▶ _Exercise objective_:
Print out the complete set of records below, exactly as they read.

(The data)

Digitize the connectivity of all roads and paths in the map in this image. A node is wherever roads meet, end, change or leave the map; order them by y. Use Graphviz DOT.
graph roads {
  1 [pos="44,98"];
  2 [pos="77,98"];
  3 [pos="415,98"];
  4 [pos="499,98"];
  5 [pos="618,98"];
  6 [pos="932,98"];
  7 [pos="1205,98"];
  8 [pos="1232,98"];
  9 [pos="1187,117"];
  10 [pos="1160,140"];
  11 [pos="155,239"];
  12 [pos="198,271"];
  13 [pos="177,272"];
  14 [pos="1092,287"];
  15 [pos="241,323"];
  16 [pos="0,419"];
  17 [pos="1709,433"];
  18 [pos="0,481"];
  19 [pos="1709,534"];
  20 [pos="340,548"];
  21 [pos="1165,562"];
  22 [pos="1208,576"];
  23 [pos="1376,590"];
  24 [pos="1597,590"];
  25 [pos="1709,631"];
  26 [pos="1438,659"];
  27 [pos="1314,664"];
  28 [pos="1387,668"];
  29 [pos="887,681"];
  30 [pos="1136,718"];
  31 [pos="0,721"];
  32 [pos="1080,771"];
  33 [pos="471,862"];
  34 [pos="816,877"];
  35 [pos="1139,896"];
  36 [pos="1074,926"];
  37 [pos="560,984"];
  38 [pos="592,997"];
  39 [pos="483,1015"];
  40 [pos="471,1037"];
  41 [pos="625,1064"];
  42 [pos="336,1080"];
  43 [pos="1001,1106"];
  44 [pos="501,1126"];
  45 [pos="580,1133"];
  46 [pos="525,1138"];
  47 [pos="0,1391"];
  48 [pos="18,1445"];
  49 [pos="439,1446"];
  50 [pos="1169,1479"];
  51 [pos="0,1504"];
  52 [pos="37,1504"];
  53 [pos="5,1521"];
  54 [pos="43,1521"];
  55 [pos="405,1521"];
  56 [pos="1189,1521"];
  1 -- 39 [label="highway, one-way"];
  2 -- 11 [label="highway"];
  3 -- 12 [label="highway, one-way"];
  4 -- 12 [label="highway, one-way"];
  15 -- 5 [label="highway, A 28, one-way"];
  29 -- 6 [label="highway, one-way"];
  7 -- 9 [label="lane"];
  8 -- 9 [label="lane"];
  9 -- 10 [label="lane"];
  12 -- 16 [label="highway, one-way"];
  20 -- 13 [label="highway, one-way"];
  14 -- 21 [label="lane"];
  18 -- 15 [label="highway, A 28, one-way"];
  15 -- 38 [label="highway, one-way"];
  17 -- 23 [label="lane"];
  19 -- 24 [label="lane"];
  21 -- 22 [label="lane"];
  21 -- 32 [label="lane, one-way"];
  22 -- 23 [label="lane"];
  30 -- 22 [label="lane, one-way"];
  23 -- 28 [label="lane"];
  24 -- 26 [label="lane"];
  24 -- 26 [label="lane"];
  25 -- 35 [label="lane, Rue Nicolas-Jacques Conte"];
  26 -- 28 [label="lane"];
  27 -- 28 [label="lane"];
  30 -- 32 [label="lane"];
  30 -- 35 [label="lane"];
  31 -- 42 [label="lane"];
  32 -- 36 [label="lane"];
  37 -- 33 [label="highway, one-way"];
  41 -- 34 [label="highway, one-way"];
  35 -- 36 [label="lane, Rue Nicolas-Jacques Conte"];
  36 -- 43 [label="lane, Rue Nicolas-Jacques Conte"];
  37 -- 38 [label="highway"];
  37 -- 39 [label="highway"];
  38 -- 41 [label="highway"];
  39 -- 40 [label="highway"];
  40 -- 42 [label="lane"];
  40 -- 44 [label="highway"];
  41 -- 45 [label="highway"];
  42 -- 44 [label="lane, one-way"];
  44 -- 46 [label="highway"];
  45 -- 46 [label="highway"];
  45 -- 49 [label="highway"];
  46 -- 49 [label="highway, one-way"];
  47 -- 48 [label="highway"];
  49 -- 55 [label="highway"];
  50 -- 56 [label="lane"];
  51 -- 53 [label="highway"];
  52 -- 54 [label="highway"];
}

(End The data)

▶ _Task solution_:
Digitize the connectivity of all roads and paths in the map in this image. A node is wherever roads meet, end, change or leave the map; order them by y. Use Graphviz DOT.
graph roads {
  1 [pos="44,98"];
  2 [pos="77,98"];
  3 [pos="415,98"];
  4 [pos="499,98"];
  5 [pos="618,98"];
  6 [pos="932,98"];
  7 [pos="1205,98"];
  8 [pos="1232,98"];
  9 [pos="1187,117"];
  10 [pos="1160,140"];
  11 [pos="155,239"];
  12 [pos="198,271"];
  13 [pos="177,272"];
  14 [pos="1092,287"];
  15 [pos="241,323"];
  16 [pos="0,419"];
  17 [pos="1709,433"];
  18 [pos="0,481"];
  19 [pos="1709,534"];
  20 [pos="340,548"];
  21 [pos="1165,562"];
  22 [pos="1208,576"];
  23 [pos="1376,590"];
  24 [pos="1597,590"];
  25 [pos="1709,631"];
  26 [pos="1438,659"];
  27 [pos="1314,664"];
  28 [pos="1387,668"];
  29 [pos="887,681"];
  30 [pos="1136,718"];
  31 [pos="0,721"];
  32 [pos="1080,771"];
  33 [pos="471,862"];
  34 [pos="816,877"];
  35 [pos="1139,896"];
  36 [pos="1074,926"];
  37 [pos="560,984"];
  38 [pos="592,997"];
  39 [pos="483,1015"];
  40 [pos="471,1037"];
  41 [pos="625,1064"];
  42 [pos="336,1080"];
  43 [pos="1001,1106"];
  44 [pos="501,1126"];
  45 [pos="580,1133"];
  46 [pos="525,1138"];
  47 [pos="0,1391"];
  48 [pos="18,1445"];
  49 [pos="439,1446"];
  50 [pos="1169,1479"];
  51 [pos="0,1504"];
  52 [pos="37,1504"];
  53 [pos="5,1521"];
  54 [pos="43,1521"];
  55 [pos="405,1521"];
  56 [pos="1189,1521"];
  1 -- 39 [label="highway, one-way"];
  2 -- 11 [label="highway"];
  3 -- 12 [label="highway, one-way"];
  4 -- 12 [label="highway, one-way"];
  15 -- 5 [label="highway, A 28, one-way"];
  29 -- 6 [label="highway, one-way"];
  7 -- 9 [label="lane"];
  8 -- 9 [label="lane"];
  9 -- 10 [label="lane"];
  12 -- 16 [label="highway, one-way"];
  20 -- 13 [label="highway, one-way"];
  14 -- 21 [label="lane"];
  18 -- 15 [label="highway, A 28, one-way"];
  15 -- 38 [label="highway, one-way"];
  17 -- 23 [label="lane"];
  19 -- 24 [label="lane"];
  21 -- 22 [label="lane"];
  21 -- 32 [label="lane, one-way"];
  22 -- 23 [label="lane"];
  30 -- 22 [label="lane, one-way"];
  23 -- 28 [label="lane"];
  24 -- 26 [label="lane"];
  24 -- 26 [label="lane"];
  25 -- 35 [label="lane, Rue Nicolas-Jacques Conte"];
  26 -- 28 [label="lane"];
  27 -- 28 [label="lane"];
  30 -- 32 [label="lane"];
  30 -- 35 [label="lane"];
  31 -- 42 [label="lane"];
  32 -- 36 [label="lane"];
  37 -- 33 [label="highway, one-way"];
  41 -- 34 [label="highway, one-way"];
  35 -- 36 [label="lane, Rue Nicolas-Jacques Conte"];
  36 -- 43 [label="lane, Rue Nicolas-Jacques Conte"];
  37 -- 38 [label="highway"];
  37 -- 39 [label="highway"];
  38 -- 41 [label="highway"];
  39 -- 40 [label="highway"];
  40 -- 42 [label="lane"];
  40 -- 44 [label="highway"];
  41 -- 45 [label="highway"];
  42 -- 44 [label="lane, one-way"];
  44 -- 46 [label="highway"];
  45 -- 46 [label="highway"];
  45 -- 49 [label="highway"];
  46 -- 49 [label="highway, one-way"];
  47 -- 48 [label="highway"];
  49 -- 55 [label="highway"];
  50 -- 56 [label="lane"];
  51 -- 53 [label="highway"];
  52 -- 54 [label="highway"];
}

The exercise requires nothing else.